The dataset is composed of four files:
- visits.json
- customers.json
- categories.json
- product.json
All files are in JSON format and are structured in the same way, i. e. one JSON record per line. This means that from a strictly JSON point of view, the file is not valid. Indeed, no root element, encapsulating all the elements of the record list, is defined.
This bias comes from the fact that the files have large volumes (from several hundred megabytes to several gigabytes) and therefore potentially (certainly) impossible to load entirely if it were a single valid JSON.
To operate and use the dataset, the procedure consists in reading the files line by line and unmarshalling the JSON object represented by the line being processed.
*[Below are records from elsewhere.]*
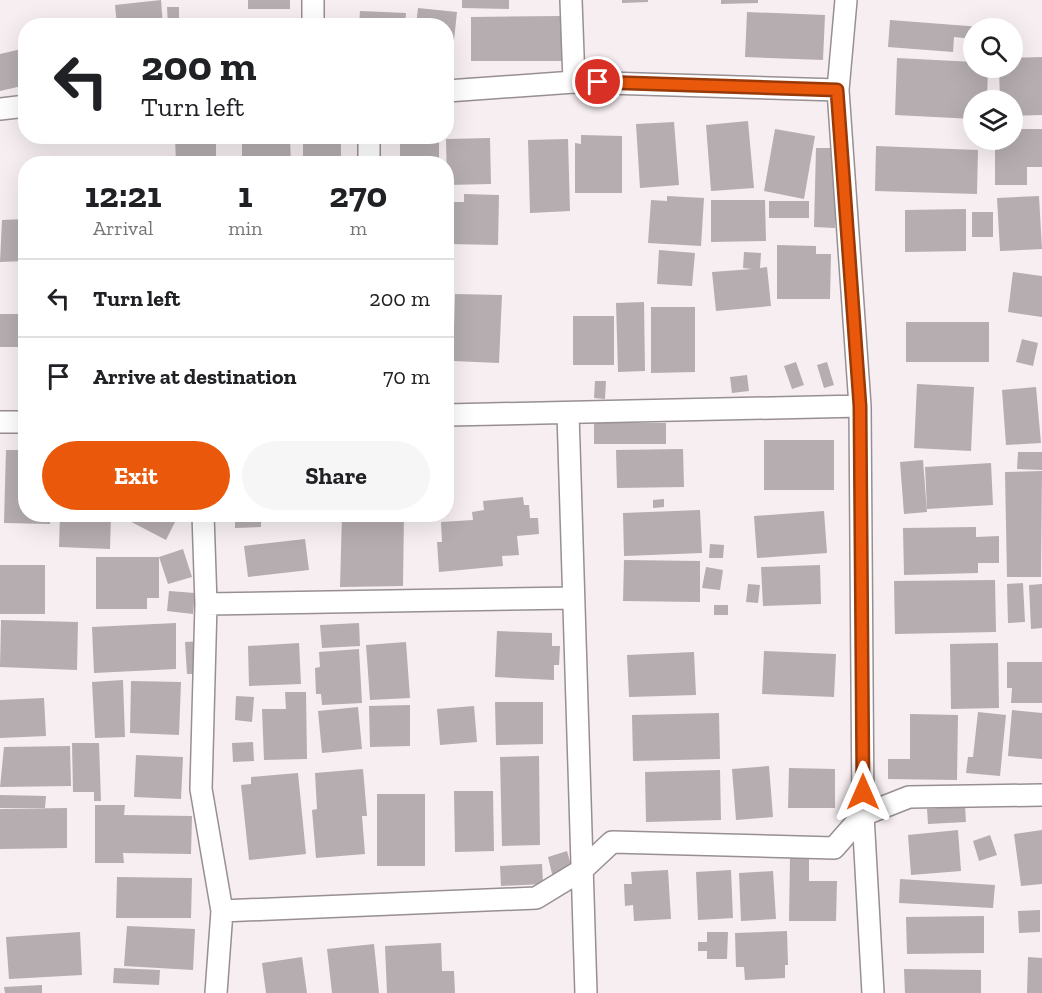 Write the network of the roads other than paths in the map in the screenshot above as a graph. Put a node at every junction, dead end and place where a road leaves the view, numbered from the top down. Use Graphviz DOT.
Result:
graph roads {
  1 [pos="313,0"];
  2 [pos="571,0"];
  3 [pos="846,0"];
  4 [pos="314,18"];
  5 [pos="574,82"];
  6 [pos="837,90"];
  7 [pos="454,91"];
  8 [pos="18,107"];
  9 [pos="0,109"];
  10 [pos="860,406"];
  11 [pos="568,413"];
  12 [pos="454,415"];
  13 [pos="0,422"];
  14 [pos="18,422"];
  15 [pos="203,522"];
  16 [pos="573,598"];
  17 [pos="206,604"];
  18 [pos="1042,795"];
  19 [pos="863,815"];
  20 [pos="582,870"];
  21 [pos="222,911"];
  22 [pos="216,993"];
  23 [pos="586,993"];
  24 [pos="873,993"];
  1 -- 4 [label="street"];
  2 -- 5 [label="street"];
  3 -- 6 [label="street"];
  5 -- 6 [label="street"];
  5 -- 7 [label="street"];
  6 -- 10 [label="street"];
  8 -- 9 [label="street"];
  10 -- 11 [label="street"];
  10 -- 19 [label="street"];
  11 -- 12 [label="street"];
  11 -- 16 [label="street"];
  13 -- 14 [label="street"];
  15 -- 17 [label="street"];
  16 -- 17 [label="street"];
  16 -- 20 [label="street"];
  17 -- 21 [label="street"];
  18 -- 19 [label="street"];
  19 -- 20 [label="street"];
  19 -- 24 [label="street"];
  20 -- 21 [label="street"];
  20 -- 23 [label="street"];
  21 -- 22 [label="street"];
} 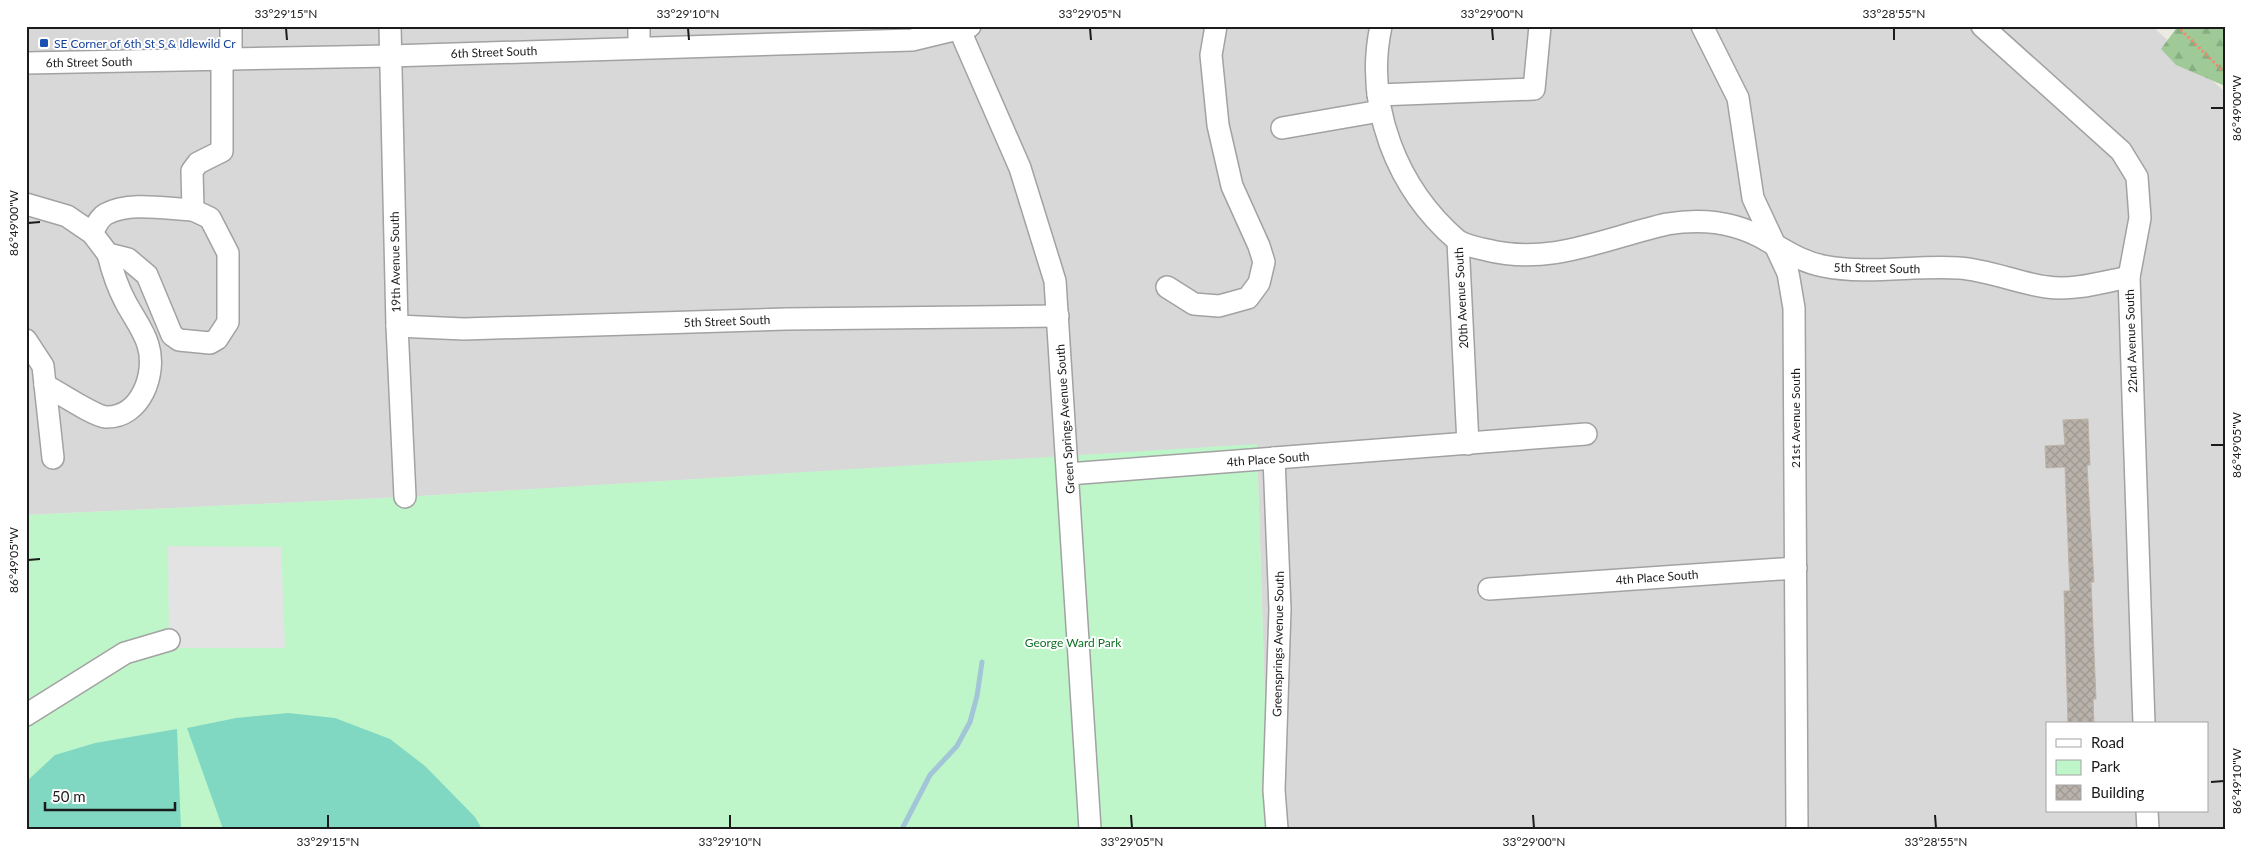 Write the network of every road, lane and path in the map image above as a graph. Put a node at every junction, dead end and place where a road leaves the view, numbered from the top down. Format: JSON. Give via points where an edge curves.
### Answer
{"nodes":[{"id":1,"x":231,"y":26,"type":"edge"},
{"id":2,"x":390,"y":26,"type":"edge"},
{"id":3,"x":1216,"y":26,"type":"edge"},
{"id":4,"x":1381,"y":26,"type":"edge"},
{"id":5,"x":1540,"y":26,"type":"edge"},
{"id":6,"x":1702,"y":26,"type":"edge"},
{"id":7,"x":1982,"y":26,"type":"edge"},
{"id":8,"x":2177,"y":26,"type":"edge"},
{"id":9,"x":963,"y":27,"type":"edge"},
{"id":10,"x":639,"y":37,"type":"edge"},
{"id":11,"x":390,"y":56,"type":"junction"},
{"id":12,"x":226,"y":60,"type":"junction"},
{"id":13,"x":26,"y":63,"type":"edge"},
{"id":14,"x":2225,"y":73,"type":"edge"},
{"id":15,"x":1379,"y":103,"type":"junction"},
{"id":16,"x":1282,"y":128,"type":"dead end"},
{"id":17,"x":26,"y":204,"type":"edge"},
{"id":18,"x":193,"y":210,"type":"junction"},
{"id":19,"x":92,"y":233,"type":"junction"},
{"id":20,"x":1458,"y":241,"type":"junction"},
{"id":21,"x":1775,"y":245,"type":"junction"},
{"id":22,"x":108,"y":254,"type":"junction"},
{"id":23,"x":2129,"y":278,"type":"junction"},
{"id":24,"x":1167,"y":287,"type":"dead end"},
{"id":25,"x":1058,"y":316,"type":"junction"},
{"id":26,"x":397,"y":326,"type":"junction"},
{"id":27,"x":26,"y":340,"type":"edge"},
{"id":28,"x":45,"y":385,"type":"junction"},
{"id":29,"x":1586,"y":434,"type":"dead end"},
{"id":30,"x":1468,"y":444,"type":"junction"},
{"id":31,"x":53,"y":458,"type":"dead end"},
{"id":32,"x":1274,"y":458,"type":"junction"},
{"id":33,"x":1068,"y":474,"type":"junction"},
{"id":34,"x":405,"y":497,"type":"dead end"},
{"id":35,"x":1796,"y":568,"type":"junction"},
{"id":36,"x":1489,"y":589,"type":"dead end"},
{"id":37,"x":169,"y":640,"type":"dead end"},
{"id":38,"x":26,"y":715,"type":"edge"},
{"id":39,"x":2144,"y":722,"type":"edge"},
{"id":40,"x":2147,"y":812,"type":"edge"},
{"id":41,"x":1090,"y":829,"type":"edge"},
{"id":42,"x":1277,"y":829,"type":"edge"},
{"id":43,"x":1797,"y":829,"type":"edge"},
{"id":44,"x":2148,"y":829,"type":"edge"}],
"edges":[{"from":1,"to":12,"type":"street"},
{"from":2,"to":11,"type":"street","name":"19th Avenue South"},
{"from":3,"to":24,"type":"street","via":[[1211,55],[1218,125],[1232,186],[1264,262],[1259,283],[1248,298],[1219,306],[1194,304]]},
{"from":4,"to":15,"type":"street","name":"20th Avenue South","via":[[1376,48]]},
{"from":5,"to":15,"type":"street","via":[[1534,89]]},
{"from":6,"to":21,"type":"street","name":"21st Avenue South","via":[[1738,98],[1753,198]]},
{"from":7,"to":23,"type":"street","name":"22nd Avenue South","via":[[2121,151],[2137,177],[2140,218]]},
{"from":8,"to":14,"type":"path"},
{"from":9,"to":10,"type":"street","name":"6th Street South","via":[[912,40]]},
{"from":9,"to":25,"type":"street","name":"Green Springs Avenue South","via":[[1020,168],[1050,260]]},
{"from":10,"to":11,"type":"street","name":"6th Street South"},
{"from":11,"to":12,"type":"street","name":"6th Street South"},
{"from":11,"to":26,"type":"street","name":"19th Avenue South"},
{"from":12,"to":13,"type":"street","name":"6th Street South"},
{"from":12,"to":18,"type":"street","via":[[222,151],[198,163],[192,171]]},
{"from":15,"to":16,"type":"street"},
{"from":15,"to":20,"type":"street","name":"20th Avenue South","via":[[1396,160],[1409,185],[1440,226]]},
{"from":17,"to":19,"type":"street","via":[[67,216]]},
{"from":18,"to":19,"type":"street","via":[[116,210],[104,215]]},
{"from":18,"to":22,"type":"street","via":[[210,218],[228,253],[228,322],[217,339],[210,343],[179,340],[172,335],[147,275],[128,259]]},
{"from":19,"to":22,"type":"street"},
{"from":20,"to":21,"type":"street","name":"5th Street South","via":[[1499,253],[1531,256],[1552,254],[1684,221],[1723,222],[1743,228]]},
{"from":20,"to":30,"type":"street","name":"20th Avenue South"},
{"from":21,"to":23,"type":"street","name":"5th Street South","via":[[1823,267],[1964,268],[2046,287],[2066,288]]},
{"from":21,"to":35,"type":"street","name":"21st Avenue South","via":[[1788,273],[1794,308]]},
{"from":22,"to":28,"type":"street","via":[[124,299],[148,345],[146,389],[122,415],[105,417]]},
{"from":23,"to":39,"type":"street","name":"22nd Avenue South"},
{"from":25,"to":26,"type":"street","name":"5th Street South","via":[[464,329]]},
{"from":25,"to":33,"type":"street","name":"Green Springs Avenue South"},
{"from":26,"to":34,"type":"street","name":"19th Avenue South"},
{"from":27,"to":28,"type":"street","via":[[43,366]]},
{"from":28,"to":31,"type":"street"},
{"from":29,"to":30,"type":"street","name":"4th Place South"},
{"from":30,"to":32,"type":"street","name":"4th Place South"},
{"from":32,"to":33,"type":"street","name":"4th Place South"},
{"from":32,"to":42,"type":"street","name":"Greensprings Avenue South","via":[[1280,610],[1274,790]]},
{"from":33,"to":41,"type":"street","name":"Green Springs Avenue South"},
{"from":35,"to":36,"type":"street","name":"4th Place South"},
{"from":35,"to":43,"type":"street","name":"21st Avenue South"},
{"from":37,"to":38,"type":"street","via":[[124,653]]},
{"from":40,"to":44,"type":"street"}]} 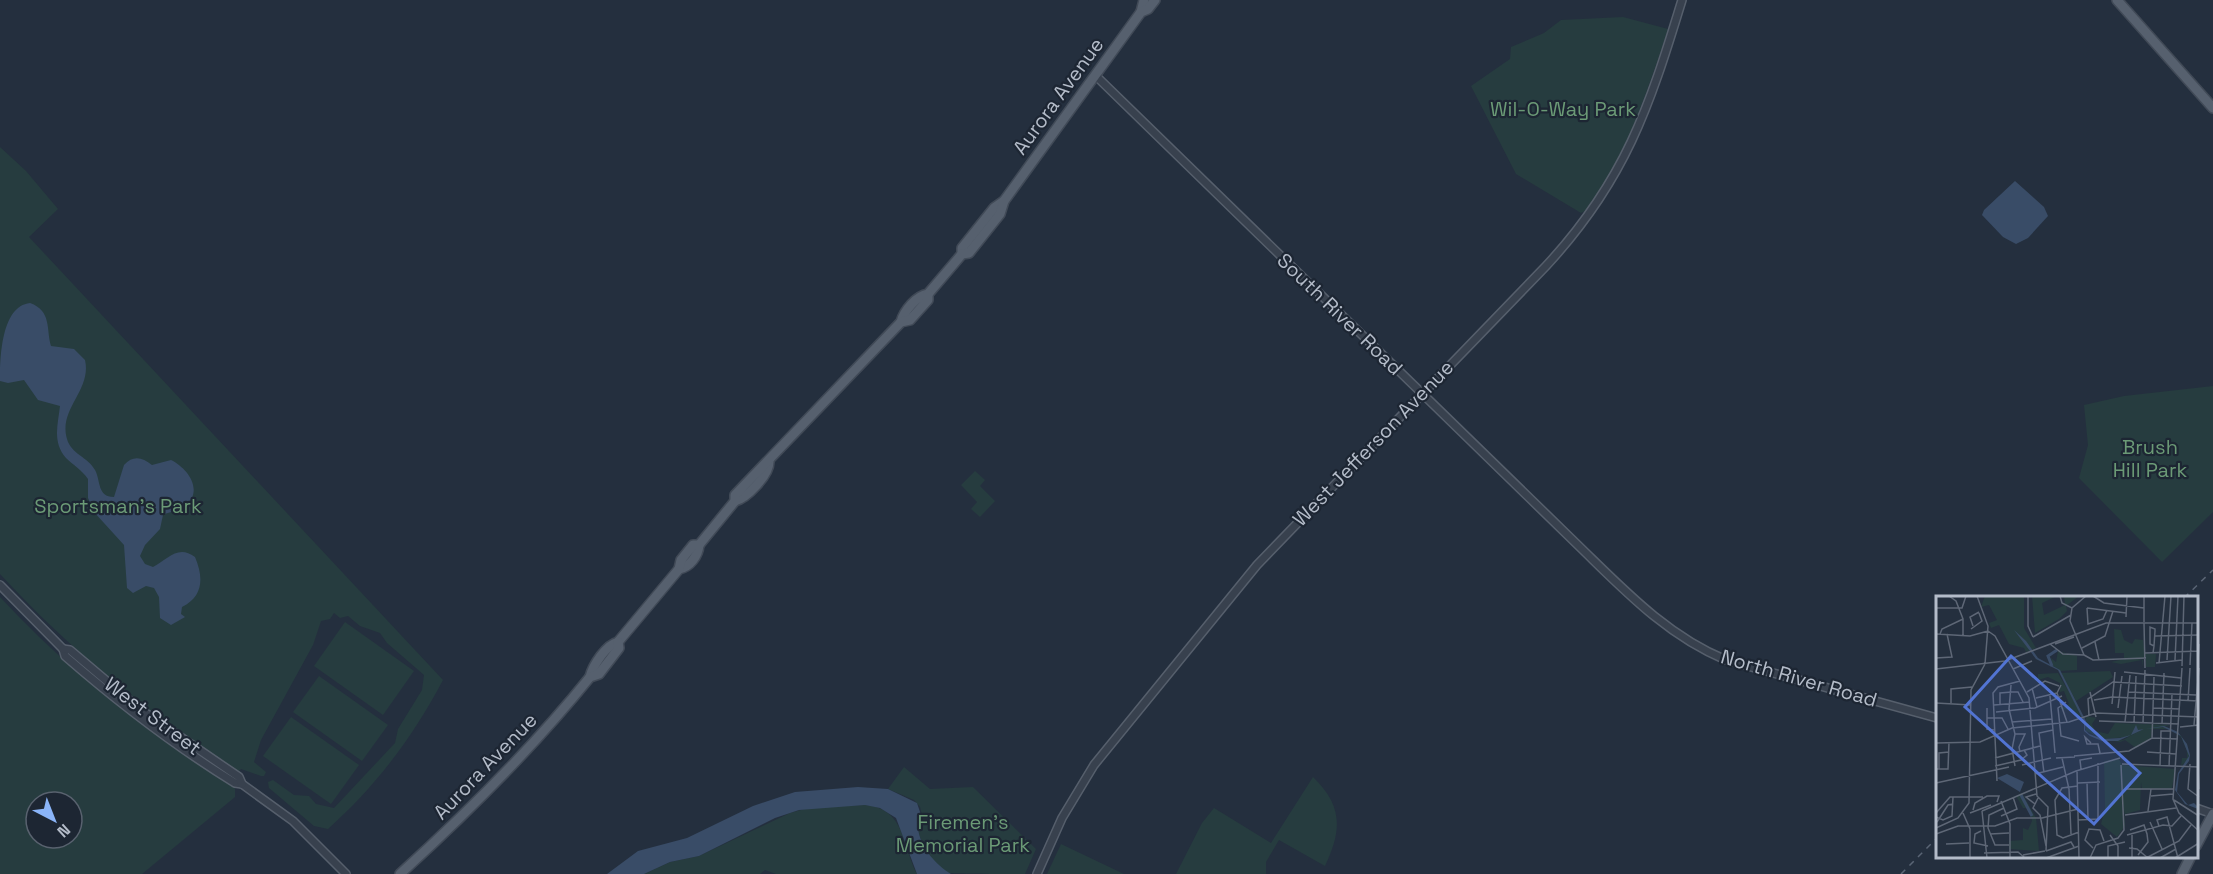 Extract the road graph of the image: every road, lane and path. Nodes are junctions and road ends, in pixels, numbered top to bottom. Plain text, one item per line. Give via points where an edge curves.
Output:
1 (1144, 0) edge
2 (1155, 0) edge
3 (1682, 0) edge
4 (2117, 0) edge
5 (1141, 12) junction
6 (1095, 75) junction
7 (2213, 108) edge
8 (1422, 393) junction
9 (1586, 553) joint
10 (0, 585) edge
11 (1936, 718) edge
12 (2198, 809) edge
13 (2213, 814) edge
14 (2198, 842) edge
15 (2190, 859) edge
16 (346, 874) edge
17 (400, 874) edge
18 (1037, 874) edge
19 (2182, 874) edge

1 - 5 main road, Aurora Avenue
2 - 5 main road, Aurora Avenue
3 - 8 street, West Jefferson Avenue via 1641,123 1607,189 1561,251
4 - 7 main road
5 - 6 main road, Aurora Avenue
6 - 8 street, South River Road
6 - 17 main road, Aurora Avenue via 1004,201 962,248 962,254 928,294 928,300 910,320 901,322 769,462 769,469 742,499 735,501 686,567 679,569 618,642 612,644 592,669 591,677 497,784
8 - 9 street, South River Road
8 - 18 street, West Jefferson Avenue via 1281,539 1106,749 1072,799
9 - 11 street, North River Road via 1653,615 1717,656
10 - 16 street, West Street via 63,650 70,650 141,710 239,777 242,784 293,821
12 - 13 street
13 - 14 main road
15 - 19 main road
The full dataset contains 3008783 JSON distributed as follows:
File | Nb of JSON | Size |
---|---|---|
visits.json | 2 716 969 | 1,8 Go |
customers.json | 83 422 | 11,8 Mo |
categories.json | 12 415 | 2,4 Mo |
products.json | 195 977 | 372 Mo |
-
This file describes all the WEB pages viewed and visited by the various customers of the e-commerce test site. In the case of purchases, the detailed list of products purchased is present. Finally, when the customer is known, some information such as his date of birth and his address are also present.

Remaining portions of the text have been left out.